Tachinus marginellus 1
Tachinus marginellus 2
3.5-5.0 mm. Elongate, rather parallel-sided and, compared with many members of the genus, somewhat narrow, body shiny black with pronotal and elytral margins and terminal abdominal tergite(s) reddish-brown, antennae black with several basal segments brown, legs entirely brown. Head transverse, broadest across small and prominent eyes and with long converging temples (usually substantially hidden), cheeks converging to a smoothly rounded apical margin, surface smoothly convex and finely punctured. Terminal maxillary palpomere as long as and at most only slightly narrower than the previous segment. Antennae long and slender with all segments elongate. Pronotum transverse, about 1.5X broader than long, and at most only as broad as the elytra, broadest across rounded posterior angles and narrowed to slightly projecting anterior angles, surface evenly convex, finely punctured throughout and without microsculpture. Pronotal colour varies; the lateral margins are usually narrowly red and this may extend around the basal margin, but the apical margin and the centre of the basal margin is usually at most only very narrowly or vaguely paler. Elytra quadrate or nearly so, about 1.25X longer than the pronotum, and parallel-sided or slightly dilated from rounded shoulders to recurved apical margins, surface without striae, finely punctured throughout (usually a little stronger so than the pronotum), and without microsculpture.

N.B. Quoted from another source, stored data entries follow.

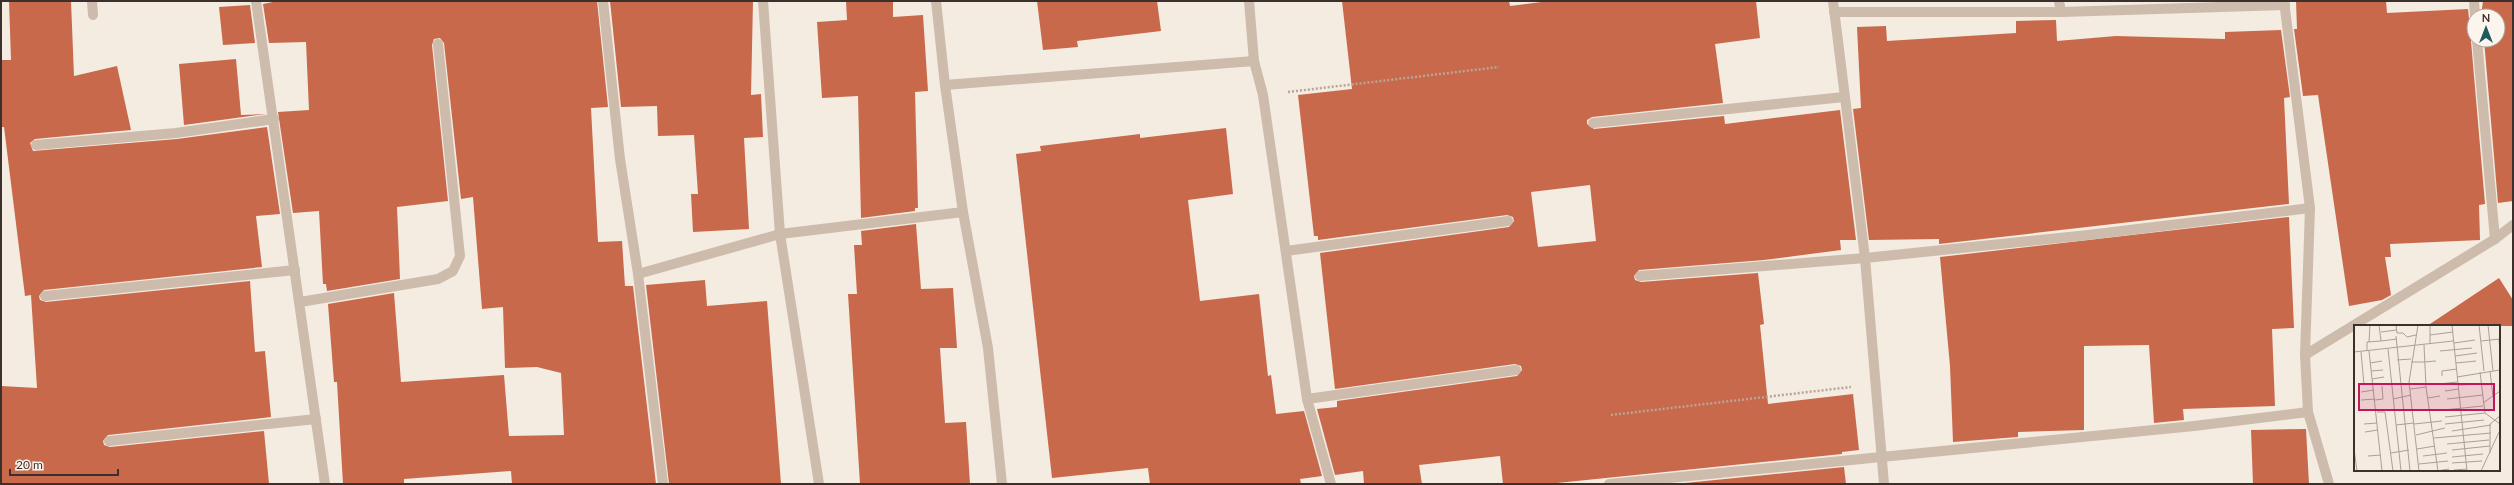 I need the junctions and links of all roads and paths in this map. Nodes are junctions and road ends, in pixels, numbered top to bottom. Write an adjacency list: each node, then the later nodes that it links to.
1 (92, 1): 12 (street)
2 (256, 1): 20 (street)
3 (603, 1): 32 (street)
4 (763, 1): 27 (street)
5 (936, 1): 17 (street)
6 (1249, 1): 15 (street)
7 (1833, 1): 10 (street)
8 (2059, 1): 11 (street)
9 (2285, 3): 11 (street); 23 (street)
10 (1834, 12): 11 (street); 19 (street)
11 (2060, 12)
12 (93, 15)
13 (438, 44): 35 (street)
14 (2478, 48): 28 (street)
15 (1254, 60): 17 (street); 18 (street)
16 (1499, 67): 18 (path)
17 (945, 85): 24 (street)
18 (1263, 95): 29 (street)
19 (1844, 97): 21 (street); 30 (street)
20 (274, 119): 22 (street); 31 (street)
21 (1593, 123)
22 (36, 145)
23 (2310, 208): 30 (street); 38 (street)
24 (963, 212): 27 (street); 50 (street)
25 (1508, 221): 29 (street)
26 (2513, 225): 28 (street)
27 (780, 234): 32 (street); 49 (street)
28 (2495, 240): 37 (street)
29 (1286, 252): 41 (street)
30 (1865, 258): 33 (street); 40 (street)
31 (295, 270): 34 (street); 35 (street)
32 (638, 274): 48 (street)
33 (1640, 276)
34 (45, 296)
35 (300, 302): 44 (street)
36 (2354, 325): 38 (street)
37 (2355, 325)
38 (2305, 355): 42 (street)
39 (1516, 370): 41 (street)
40 (1875, 384): 43 (path); 46 (street)
41 (1307, 399): 51 (street)
42 (2308, 412): 46 (street); 54 (street)
43 (1612, 415)
44 (316, 419): 45 (street); 47 (street)
45 (109, 441)
46 (1881, 457): 52 (street); 53 (street)
47 (325, 484)
48 (663, 484)
49 (819, 484)
50 (1002, 484)
51 (1331, 484)
52 (1609, 484)
53 (1884, 484)
54 (2329, 484)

Lateral and apical elytral margins pale, often broadly so. Abdomen long and gradually tapering from the base, basal tergites strongly bordered, evenly convex and with a small patch of dense pubescence either side of the middle, apical tergites with long outstanding setae. Last visible tergite distinctive in both sexes. Legs long and slender, tibiae hardly broadened from the base, front tibiae with fine spines along the external margin, middle and hind tibiae with groups of strong spines and short apical spurs. Tarsi 5-segmented, basal segment of hind tarsi only slightly longer than the second segment. Front tarsi dilated in males.